With new and returning players on this defense, here are three we feel will have major impacts in deciding whether or not the Tigers come away with a win in Starkville.

Maason Smith (DE)

All eyes will be on the freshman, who will play his first full game at defensive end after starting the season on the interior. Smith's athleticism makes him a polarizing option for the Tigers on the edge. 

Moving Smith to the outside to his more natural position should work out in his favor according to coach Ed Orgeron, who sees him as future left defensive end in the NFL. With the gameplan likely switching a bit this week to more zone coverage, the Tigers are going to need Smith, Ali Gaye and BJ Ojulari to be sound in stopping the run game so the team can drop as many players back in coverage as possible. 

"Maason can play anywhere along the line, that's what makes him so verdsatile," defensive tackle Neil Farrell said. "He can pass rush, can take on double and sigle teams, he can do it all so I'm excited to see he plays out there."

Smith is quickly becoming one of the most impactful players on this roster and getting pressure up front on quarterback Will Rogers will be a must if the defense hopes to create problems on Saturday.

Damone Clark (LB)

Clark is one of the more difficult players on this defense to figure out. He's made significant strides in coverage and is still a tackling machine.

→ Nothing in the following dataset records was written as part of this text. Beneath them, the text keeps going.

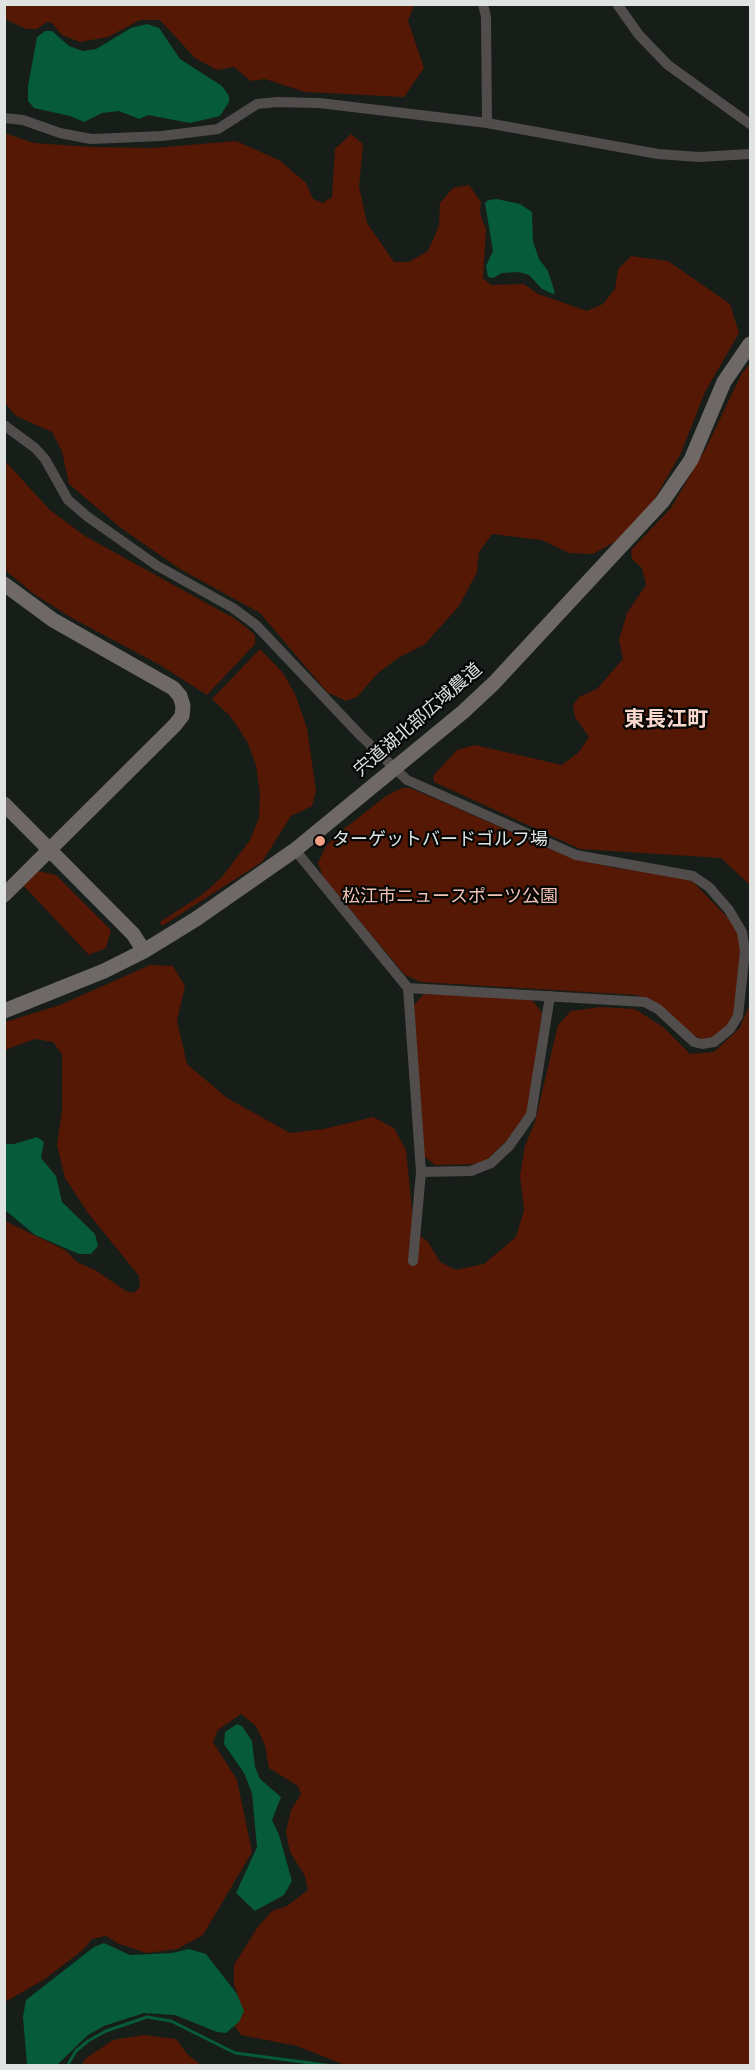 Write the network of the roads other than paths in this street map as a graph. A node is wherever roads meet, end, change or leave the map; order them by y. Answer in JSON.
{"nodes":[{"id":1,"x":483,"y":4,"type":"edge"},
{"id":2,"x":617,"y":4,"type":"edge"},
{"id":3,"x":4,"y":118,"type":"edge"},
{"id":4,"x":487,"y":123,"type":"junction"},
{"id":5,"x":750,"y":124,"type":"edge"},
{"id":6,"x":750,"y":154,"type":"edge"},
{"id":7,"x":750,"y":344,"type":"edge"},
{"id":8,"x":4,"y":425,"type":"edge"},
{"id":9,"x":4,"y":584,"type":"edge"},
{"id":10,"x":396,"y":769,"type":"junction"},
{"id":11,"x":4,"y":804,"type":"edge"},
{"id":12,"x":50,"y":850,"type":"junction"},
{"id":13,"x":295,"y":850,"type":"junction"},
{"id":14,"x":4,"y":895,"type":"edge"},
{"id":15,"x":144,"y":951,"type":"junction"},
{"id":16,"x":408,"y":988,"type":"junction"},
{"id":17,"x":550,"y":996,"type":"junction"},
{"id":18,"x":4,"y":1011,"type":"edge"},
{"id":19,"x":421,"y":1172,"type":"junction"},
{"id":20,"x":413,"y":1261,"type":"dead end"}],
"edges":[{"from":1,"to":4,"type":"street"},
{"from":2,"to":5,"type":"street"},
{"from":3,"to":4,"type":"street"},
{"from":4,"to":6,"type":"street"},
{"from":7,"to":10,"type":"street","name":"宍道湖北部広域農道"},
{"from":8,"to":10,"type":"street"},
{"from":9,"to":12,"type":"street"},
{"from":10,"to":13,"type":"street","name":"宍道湖北部広域農道"},
{"from":10,"to":17,"type":"street"},
{"from":11,"to":12,"type":"street"},
{"from":12,"to":14,"type":"street"},
{"from":12,"to":15,"type":"street"},
{"from":13,"to":15,"type":"street","name":"宍道湖北部広域農道"},
{"from":13,"to":16,"type":"street"},
{"from":15,"to":18,"type":"street","name":"宍道湖北部広域農道"},
{"from":16,"to":17,"type":"street"},
{"from":16,"to":19,"type":"street"},
{"from":17,"to":19,"type":"street"},
{"from":19,"to":20,"type":"street"}]}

But there are still times where he gets out of position and isn't able to make a play in the middle of the field.

Through three games he has 27 tackles, almost twice as many as the next two tacklers in Micah Baskerville and Major Burns (14). Responsible for the middle of the field, one of the areas that has just killed this linebacker group has been the crossing routes, with Central Michigan having a little success along the way as well. 

It's an area that Ed Orgeron said would be a primary focus and why you could see an extra linebacker or safety out there patrolling the middle so there isn't much space. The communication will need to be there as LSU will likely play more zone this go around and knowing who to hand off a receiver in the middle of the field to will be the best way to keep the crossing routes from being an issue. 

"Knowing the down and distance and knowing the coverage. Knowing our assignment and communicating," Orgeron said on Off the Bench. "There are very few of them right now, but those that we miss our very glaring. We have to stop that."

Jay Ward (S)

LSU feels good about Ward's chances to play for the first time since the first quarter against UCLA. The cornerback turned safety over the offseason is a critical part to a secondary that has had a few lapses in coverage breakdown during the three weeks of the season and Ward's presence will surely improve the communication.

The play of the secondary will be of utmost importance, with the communication in the back half of the unit needing to be perfect, especially in front of a hostile crowd. Remember, this is the first time in two years where the players will be walking into a fully packed SEC stadium. 

Though it was a small sample size, Ward was all over the field in the two drives he did participate in against the Bruins, both three and outs, and drew rave reviews during fall camp. 

"Jay Ward is definitely a guy you want behind you," edge rusher BJ Ojulari said. "He's gonna come up and stop the run, he's gonna drop back, make big plays, intercpetions and everything in the back half of the defense. He's a guy we want back there and can't wait to get back."